Delattre is to be commended for his hard work of deciphering small, effaced and difficult-to-read documents in multiple languages and putting them in context. This has paid off in a book that remains accessible despite its level of detail and that contributes significantly to scholarship on Bawit, on Egyptian monasticism in general, and on issues of daily life and economy in Egypt in these centuries. These fragmentary and often reused papyri both complement and complicate our knowledge about monastic life from other sources and also evoke larger questions, for instance, about writing history with literary and/or documentary sources, about bilingualism in Egypt, nourishment, monastic production and economies, the impact of fiscal policies on religious life, education in the monastery, and contacts with outsiders.3
1. Especially Sarah J. Clackson, Coptic and Greek texts relating to the Hermopolite Monastery of Apa Apollo (Oxford: 2000); Anne Boud’hors, Ostraca grecs et coptes: des fouilles de Jean Maspero à Baouit: O. Bawit IFAO 1-67 et O. Nancy (Cairo, 2004); Sarah J. Clackson, It is Our Father Who Writes: Orders from the Monastery of Apollo at Bawit (Cincinnati, 2008).

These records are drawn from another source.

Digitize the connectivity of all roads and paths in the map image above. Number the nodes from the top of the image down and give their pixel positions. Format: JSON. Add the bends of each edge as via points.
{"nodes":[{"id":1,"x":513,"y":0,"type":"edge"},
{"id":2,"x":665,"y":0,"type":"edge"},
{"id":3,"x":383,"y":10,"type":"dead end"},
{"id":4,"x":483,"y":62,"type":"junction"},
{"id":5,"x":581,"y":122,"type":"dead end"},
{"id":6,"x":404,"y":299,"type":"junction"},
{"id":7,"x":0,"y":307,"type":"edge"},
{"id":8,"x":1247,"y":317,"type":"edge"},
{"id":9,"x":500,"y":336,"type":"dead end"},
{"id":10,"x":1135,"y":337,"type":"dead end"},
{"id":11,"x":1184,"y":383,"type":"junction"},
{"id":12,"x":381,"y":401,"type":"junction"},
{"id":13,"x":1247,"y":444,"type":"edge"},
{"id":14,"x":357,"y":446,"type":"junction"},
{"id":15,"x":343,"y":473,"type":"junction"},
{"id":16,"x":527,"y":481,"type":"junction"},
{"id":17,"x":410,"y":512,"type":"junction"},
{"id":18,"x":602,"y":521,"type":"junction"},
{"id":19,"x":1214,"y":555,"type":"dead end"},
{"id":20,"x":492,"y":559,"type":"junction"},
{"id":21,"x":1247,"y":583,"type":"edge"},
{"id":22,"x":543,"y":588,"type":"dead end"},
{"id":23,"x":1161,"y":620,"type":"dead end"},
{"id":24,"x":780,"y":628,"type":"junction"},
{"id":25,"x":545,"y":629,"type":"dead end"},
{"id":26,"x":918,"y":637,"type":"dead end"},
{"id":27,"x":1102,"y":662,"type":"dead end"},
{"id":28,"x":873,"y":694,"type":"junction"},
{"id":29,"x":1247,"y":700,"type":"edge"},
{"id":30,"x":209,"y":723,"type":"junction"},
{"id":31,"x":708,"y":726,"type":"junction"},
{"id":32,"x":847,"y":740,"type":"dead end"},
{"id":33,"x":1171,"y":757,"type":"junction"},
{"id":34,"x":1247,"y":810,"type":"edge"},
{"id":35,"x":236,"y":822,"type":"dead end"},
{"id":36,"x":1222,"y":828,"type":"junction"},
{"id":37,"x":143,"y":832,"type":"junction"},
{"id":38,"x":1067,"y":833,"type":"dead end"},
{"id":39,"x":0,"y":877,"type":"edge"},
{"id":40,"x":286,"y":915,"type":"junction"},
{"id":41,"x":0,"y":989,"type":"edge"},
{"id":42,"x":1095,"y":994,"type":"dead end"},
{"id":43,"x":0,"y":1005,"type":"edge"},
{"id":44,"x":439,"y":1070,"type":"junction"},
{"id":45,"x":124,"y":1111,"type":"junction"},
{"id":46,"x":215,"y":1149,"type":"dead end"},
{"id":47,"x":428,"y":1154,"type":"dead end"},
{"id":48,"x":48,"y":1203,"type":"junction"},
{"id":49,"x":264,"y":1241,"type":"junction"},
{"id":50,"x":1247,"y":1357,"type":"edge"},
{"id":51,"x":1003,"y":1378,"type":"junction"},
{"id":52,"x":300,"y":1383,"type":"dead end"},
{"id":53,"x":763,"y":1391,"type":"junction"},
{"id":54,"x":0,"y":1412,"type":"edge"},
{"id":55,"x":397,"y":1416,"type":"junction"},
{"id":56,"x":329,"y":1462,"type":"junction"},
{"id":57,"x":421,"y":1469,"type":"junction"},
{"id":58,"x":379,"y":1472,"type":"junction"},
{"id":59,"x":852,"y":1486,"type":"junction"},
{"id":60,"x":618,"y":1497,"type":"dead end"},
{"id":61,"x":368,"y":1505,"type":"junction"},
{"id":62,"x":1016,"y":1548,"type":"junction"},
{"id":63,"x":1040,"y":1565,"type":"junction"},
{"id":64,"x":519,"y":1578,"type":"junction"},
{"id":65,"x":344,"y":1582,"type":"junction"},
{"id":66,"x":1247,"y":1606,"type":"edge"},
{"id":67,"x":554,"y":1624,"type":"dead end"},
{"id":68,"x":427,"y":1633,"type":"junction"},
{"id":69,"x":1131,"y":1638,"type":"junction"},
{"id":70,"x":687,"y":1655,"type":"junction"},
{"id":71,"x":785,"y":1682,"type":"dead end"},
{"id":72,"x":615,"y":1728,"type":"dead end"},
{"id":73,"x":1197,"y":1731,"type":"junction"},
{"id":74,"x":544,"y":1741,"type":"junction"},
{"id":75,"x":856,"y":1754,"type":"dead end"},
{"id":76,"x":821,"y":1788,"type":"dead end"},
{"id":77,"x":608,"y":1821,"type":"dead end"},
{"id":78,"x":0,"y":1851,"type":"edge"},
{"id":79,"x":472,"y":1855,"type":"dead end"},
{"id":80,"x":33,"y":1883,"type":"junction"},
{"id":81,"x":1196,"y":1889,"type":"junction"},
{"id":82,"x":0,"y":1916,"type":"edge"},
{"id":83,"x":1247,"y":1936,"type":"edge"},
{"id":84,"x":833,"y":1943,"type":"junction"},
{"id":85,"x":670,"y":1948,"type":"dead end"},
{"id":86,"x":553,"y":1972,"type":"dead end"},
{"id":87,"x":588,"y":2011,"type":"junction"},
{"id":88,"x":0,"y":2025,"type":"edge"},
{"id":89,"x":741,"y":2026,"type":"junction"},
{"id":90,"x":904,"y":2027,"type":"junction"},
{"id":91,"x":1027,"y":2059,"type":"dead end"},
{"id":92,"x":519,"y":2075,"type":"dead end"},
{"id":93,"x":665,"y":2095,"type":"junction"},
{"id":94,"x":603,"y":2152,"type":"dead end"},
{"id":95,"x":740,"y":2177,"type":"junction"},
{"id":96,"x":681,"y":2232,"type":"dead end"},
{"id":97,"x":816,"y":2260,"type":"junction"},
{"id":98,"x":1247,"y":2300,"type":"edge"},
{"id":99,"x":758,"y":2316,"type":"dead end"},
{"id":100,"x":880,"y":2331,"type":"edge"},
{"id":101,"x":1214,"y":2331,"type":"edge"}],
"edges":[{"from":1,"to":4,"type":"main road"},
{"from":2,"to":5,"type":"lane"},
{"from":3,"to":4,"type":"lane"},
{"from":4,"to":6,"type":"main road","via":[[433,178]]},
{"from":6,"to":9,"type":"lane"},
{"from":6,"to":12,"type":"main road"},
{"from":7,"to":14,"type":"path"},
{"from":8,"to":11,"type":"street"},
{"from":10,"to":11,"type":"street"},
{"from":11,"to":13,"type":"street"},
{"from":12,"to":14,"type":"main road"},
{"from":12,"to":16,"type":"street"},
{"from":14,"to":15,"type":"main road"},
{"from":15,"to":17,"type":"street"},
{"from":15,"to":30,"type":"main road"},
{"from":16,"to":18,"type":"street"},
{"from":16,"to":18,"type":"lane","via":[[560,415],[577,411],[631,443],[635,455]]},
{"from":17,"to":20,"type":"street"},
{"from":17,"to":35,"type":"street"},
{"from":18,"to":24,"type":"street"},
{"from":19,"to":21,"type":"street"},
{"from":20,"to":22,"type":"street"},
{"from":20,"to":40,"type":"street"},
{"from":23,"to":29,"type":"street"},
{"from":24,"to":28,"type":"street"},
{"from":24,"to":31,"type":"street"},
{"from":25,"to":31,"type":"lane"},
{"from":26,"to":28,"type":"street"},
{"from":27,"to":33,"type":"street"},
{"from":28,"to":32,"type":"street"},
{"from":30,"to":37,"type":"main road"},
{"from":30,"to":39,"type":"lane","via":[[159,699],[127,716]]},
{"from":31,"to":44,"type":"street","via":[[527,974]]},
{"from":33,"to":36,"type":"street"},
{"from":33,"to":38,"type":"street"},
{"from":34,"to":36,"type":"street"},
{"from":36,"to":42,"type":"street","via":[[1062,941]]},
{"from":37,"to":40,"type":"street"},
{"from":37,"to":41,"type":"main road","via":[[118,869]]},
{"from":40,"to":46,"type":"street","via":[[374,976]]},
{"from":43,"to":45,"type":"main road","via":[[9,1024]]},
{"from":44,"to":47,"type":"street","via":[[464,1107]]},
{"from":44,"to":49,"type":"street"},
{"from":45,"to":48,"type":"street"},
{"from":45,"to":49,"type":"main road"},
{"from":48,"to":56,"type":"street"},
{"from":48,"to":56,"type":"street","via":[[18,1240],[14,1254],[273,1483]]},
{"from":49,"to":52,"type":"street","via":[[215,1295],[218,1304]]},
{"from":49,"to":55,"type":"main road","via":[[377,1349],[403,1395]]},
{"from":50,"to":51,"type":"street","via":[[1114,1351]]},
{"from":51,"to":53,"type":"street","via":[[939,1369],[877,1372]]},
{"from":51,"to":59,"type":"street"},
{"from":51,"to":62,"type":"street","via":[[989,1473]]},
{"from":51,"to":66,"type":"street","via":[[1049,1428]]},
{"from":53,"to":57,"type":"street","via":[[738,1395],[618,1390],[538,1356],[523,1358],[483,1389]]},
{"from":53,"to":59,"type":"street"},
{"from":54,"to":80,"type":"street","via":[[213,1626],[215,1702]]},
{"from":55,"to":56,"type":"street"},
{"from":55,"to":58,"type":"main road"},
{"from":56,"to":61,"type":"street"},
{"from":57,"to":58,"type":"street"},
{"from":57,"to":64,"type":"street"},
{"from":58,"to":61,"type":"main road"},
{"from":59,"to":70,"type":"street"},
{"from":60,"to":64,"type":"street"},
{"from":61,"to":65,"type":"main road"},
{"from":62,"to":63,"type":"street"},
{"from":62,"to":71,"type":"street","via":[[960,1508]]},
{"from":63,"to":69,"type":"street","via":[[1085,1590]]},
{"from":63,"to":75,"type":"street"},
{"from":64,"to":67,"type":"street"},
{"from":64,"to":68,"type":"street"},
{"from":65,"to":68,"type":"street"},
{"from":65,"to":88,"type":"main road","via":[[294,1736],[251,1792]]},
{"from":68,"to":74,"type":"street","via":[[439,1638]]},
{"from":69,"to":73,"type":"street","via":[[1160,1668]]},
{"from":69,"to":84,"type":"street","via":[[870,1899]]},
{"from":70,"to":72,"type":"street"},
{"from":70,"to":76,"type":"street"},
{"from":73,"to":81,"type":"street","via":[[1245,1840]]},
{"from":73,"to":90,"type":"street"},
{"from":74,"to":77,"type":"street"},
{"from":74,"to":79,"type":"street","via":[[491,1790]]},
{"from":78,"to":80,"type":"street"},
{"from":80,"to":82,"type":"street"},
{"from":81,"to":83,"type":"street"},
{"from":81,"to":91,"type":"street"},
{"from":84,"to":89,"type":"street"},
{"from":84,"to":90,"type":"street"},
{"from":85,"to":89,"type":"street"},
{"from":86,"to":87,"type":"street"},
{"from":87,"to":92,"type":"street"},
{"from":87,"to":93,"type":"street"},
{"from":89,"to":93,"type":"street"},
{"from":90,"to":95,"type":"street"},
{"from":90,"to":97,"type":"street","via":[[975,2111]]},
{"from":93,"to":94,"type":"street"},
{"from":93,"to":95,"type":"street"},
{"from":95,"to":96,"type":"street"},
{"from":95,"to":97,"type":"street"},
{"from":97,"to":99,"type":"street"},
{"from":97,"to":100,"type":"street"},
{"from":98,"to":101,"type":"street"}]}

2. Published by different authors in the series émoires publiés par les membres de l’institut français d’archéologie orientale (MIFAO vols. 12, 13, 39, 59.
3. There are some small issues with the layout of the book: on pages 19-20, a quotation covers more than one page, flowing over several paragraphs, but there is no difference in font or warning in the text that a very long quote is coming. In the formatting of the index something went wrong, as spaces are lacking between bold chapter headings. I noted some typographical errors: page 67, double “mais, mais;” on page 182, second paragraph, the font for et between Coptic “Mhna” and “Isaak” should be Roman, not Coptic.